* WHAT YOU ARE ASKED TO DO
All lines in the material below that hold "this" should be found and copied.

* RECORDS PROVIDED
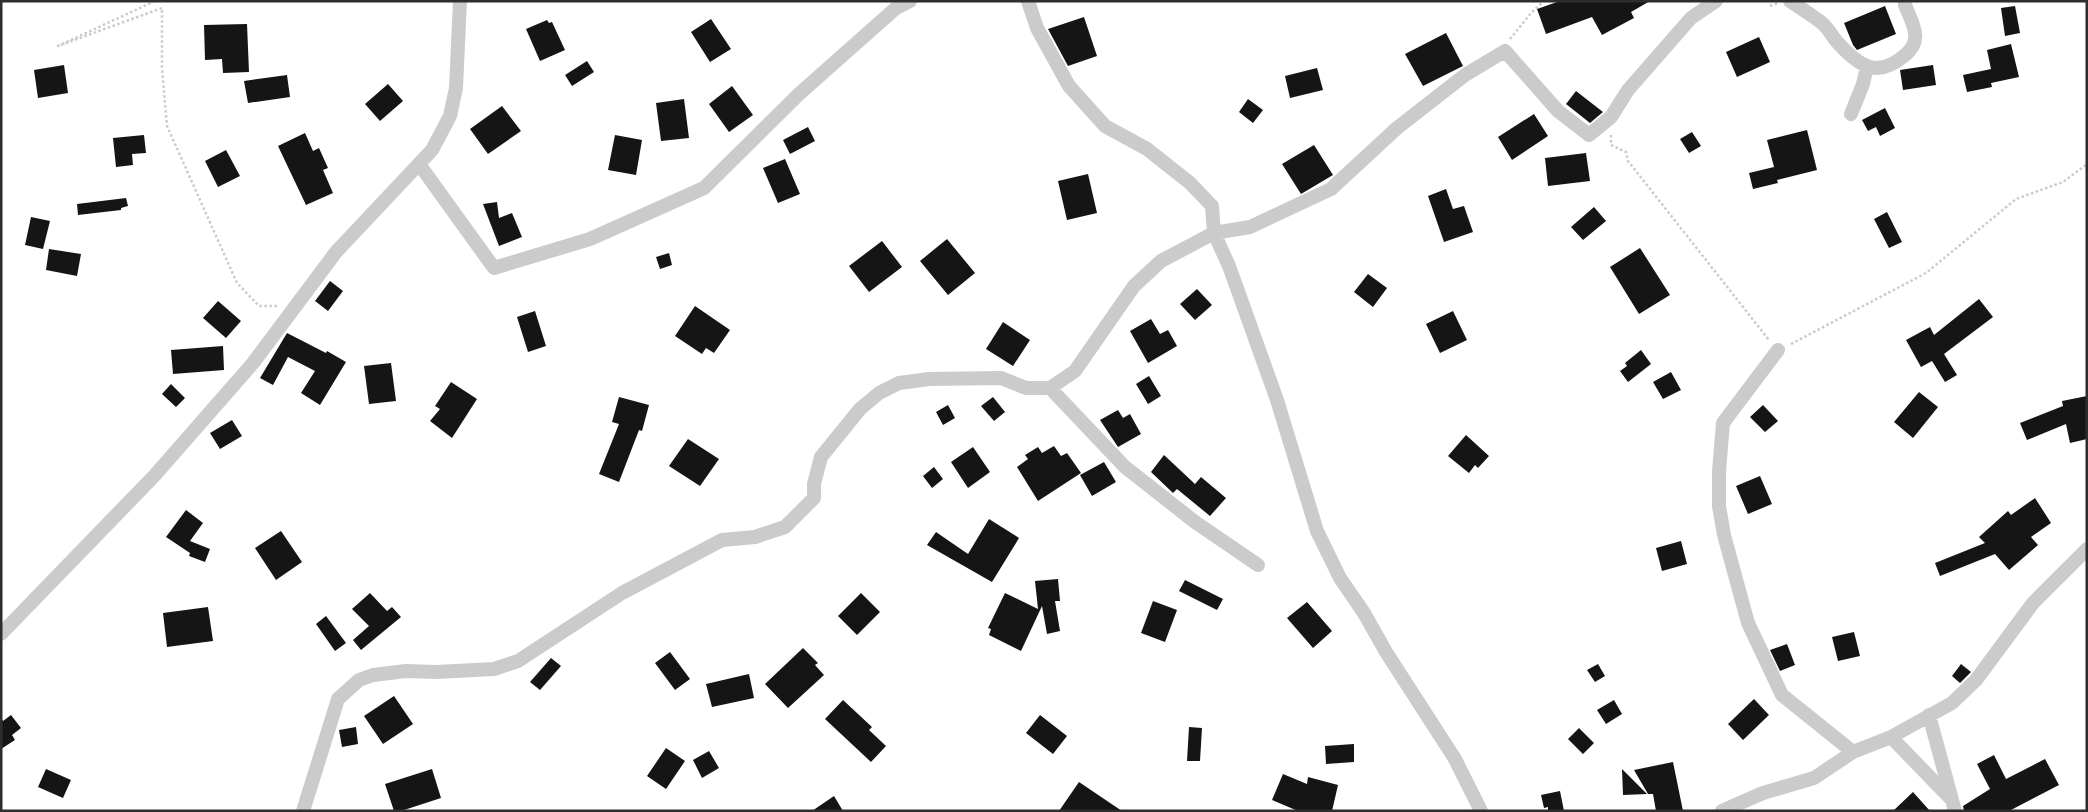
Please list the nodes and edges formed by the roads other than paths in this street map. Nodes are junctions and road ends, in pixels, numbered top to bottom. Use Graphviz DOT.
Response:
graph roads {
  1 [pos="460,1"];
  2 [pos="910,1"];
  3 [pos="1028,1"];
  4 [pos="1716,1"];
  5 [pos="1790,1"];
  6 [pos="1906,1"];
  7 [pos="1867,67"];
  8 [pos="1851,114"];
  9 [pos="419,164"];
  10 [pos="1214,233"];
  11 [pos="1778,350"];
  12 [pos="1050,388"];
  13 [pos="2087,549"];
  14 [pos="1258,565"];
  15 [pos="1,634"];
  16 [pos="1929,716"];
  17 [pos="1890,737"];
  18 [pos="1853,752"];
  19 [pos="1953,804"];
  20 [pos="304,811"];
  21 [pos="1482,811"];
  22 [pos="1722,811"];
  1 -- 9 [label="street"];
  2 -- 9 [label="street"];
  3 -- 10 [label="street"];
  4 -- 10 [label="street"];
  5 -- 7 [label="street"];
  6 -- 7 [label="street"];
  7 -- 8 [label="street"];
  9 -- 15 [label="street"];
  10 -- 12 [label="street"];
  10 -- 21 [label="street"];
  11 -- 18 [label="street"];
  12 -- 14 [label="street"];
  12 -- 20 [label="street"];
  13 -- 16 [label="street"];
  16 -- 17 [label="street"];
  16 -- 19 [label="street"];
  17 -- 18 [label="street"];
  17 -- 19 [label="street"];
  18 -- 22 [label="street"];
}
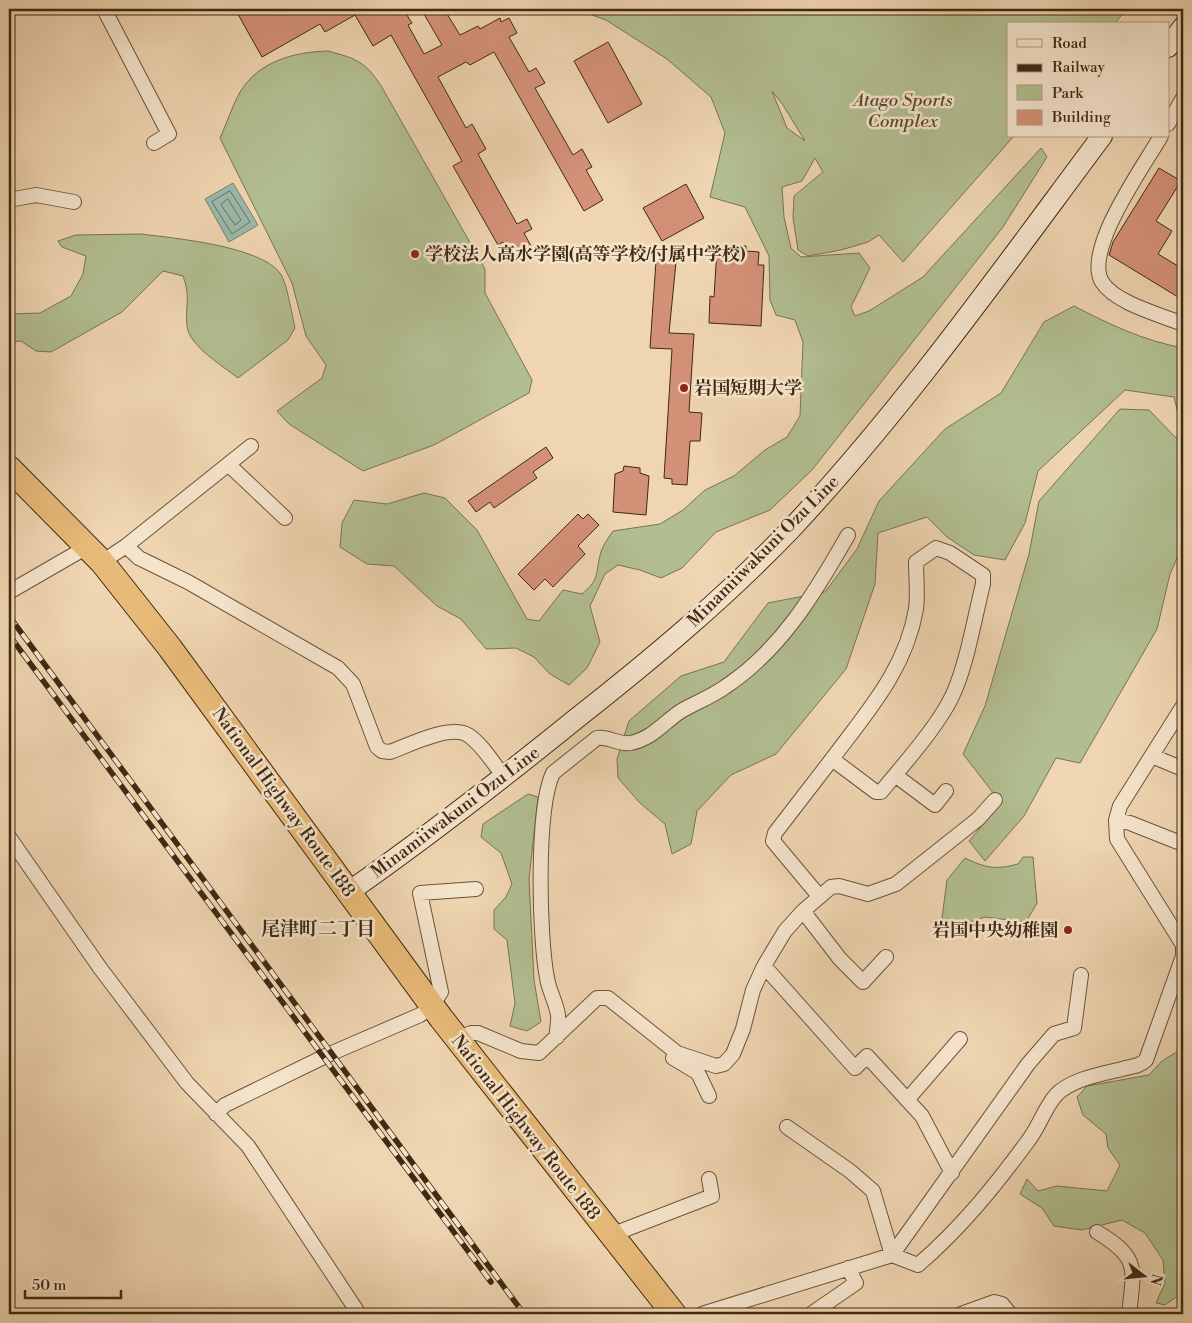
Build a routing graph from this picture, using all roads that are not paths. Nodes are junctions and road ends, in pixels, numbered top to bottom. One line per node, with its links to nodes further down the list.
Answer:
1 (104, 9): 8 (street)
2 (1183, 27): 3 (main road)
3 (1170, 44)
4 (1183, 98): 5 (street)
5 (1170, 121)
6 (1101, 138): 25 (main road, Minamiiwakuni Ozu Line)
7 (1160, 138): 11 (street)
8 (154, 143)
9 (9, 200): 10 (street)
10 (74, 202)
11 (1183, 324)
12 (252, 446): 13 (street)
13 (229, 465): 15 (street); 17 (street)
14 (9, 468): 18 (highway, National Highway Route 188)
15 (285, 518)
16 (848, 535): 39 (street)
17 (126, 546): 18 (street); 25 (street)
18 (94, 555): 19 (street); 32 (highway, National Highway Route 188)
19 (9, 592)
20 (1183, 706): 21 (street)
21 (1152, 756): 23 (street); 28 (street)
22 (832, 760): 24 (street); 24 (street); 33 (street)
23 (1183, 769)
24 (895, 775): 26 (street)
25 (504, 777): 32 (main road, Minamiiwakuni Ozu Line)
26 (946, 791)
27 (995, 800): 33 (street)
28 (1116, 820): 30 (street); 51 (street)
29 (9, 837): 45 (street)
30 (1183, 844)
31 (476, 889): 38 (street)
32 (350, 891): 38 (highway, National Highway Route 188)
33 (819, 896): 34 (street)
34 (803, 911): 35 (street); 36 (street)
35 (886, 957)
36 (764, 966): 42 (street); 44 (street)
37 (1081, 975): 47 (street)
38 (432, 1006): 40 (highway, National Highway Route 188); 45 (street)
39 (557, 1037): 40 (street); 42 (street)
40 (457, 1039): 50 (highway, National Highway Route 188)
41 (960, 1039): 44 (street)
42 (666, 1046): 43 (street)
43 (709, 1096)
44 (907, 1100): 47 (street)
45 (216, 1114): 53 (street)
46 (787, 1127): 51 (street)
47 (952, 1173): 51 (street)
48 (709, 1179): 50 (street)
49 (1097, 1232): 59 (street)
50 (612, 1235): 54 (highway, National Highway Route 188)
51 (892, 1255): 52 (street)
52 (848, 1268): 55 (street); 56 (street)
53 (359, 1314)
54 (674, 1314)
55 (702, 1314)
56 (811, 1314)
57 (961, 1314): 58 (street)
58 (1010, 1314)
59 (1129, 1314)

* ANSWER BELOW
Please list the nodes and edges formed by the roads other than paths in this street map. Nodes are junctions and road ends, in pixels, numbered top to bottom. Use Graphviz DOT.
Build a routing graph from this picture, using all roads that are not paths. Nodes are junctions and road ends, in pixels, numbered top to bottom. One line per node, with its links to nodes further down the list.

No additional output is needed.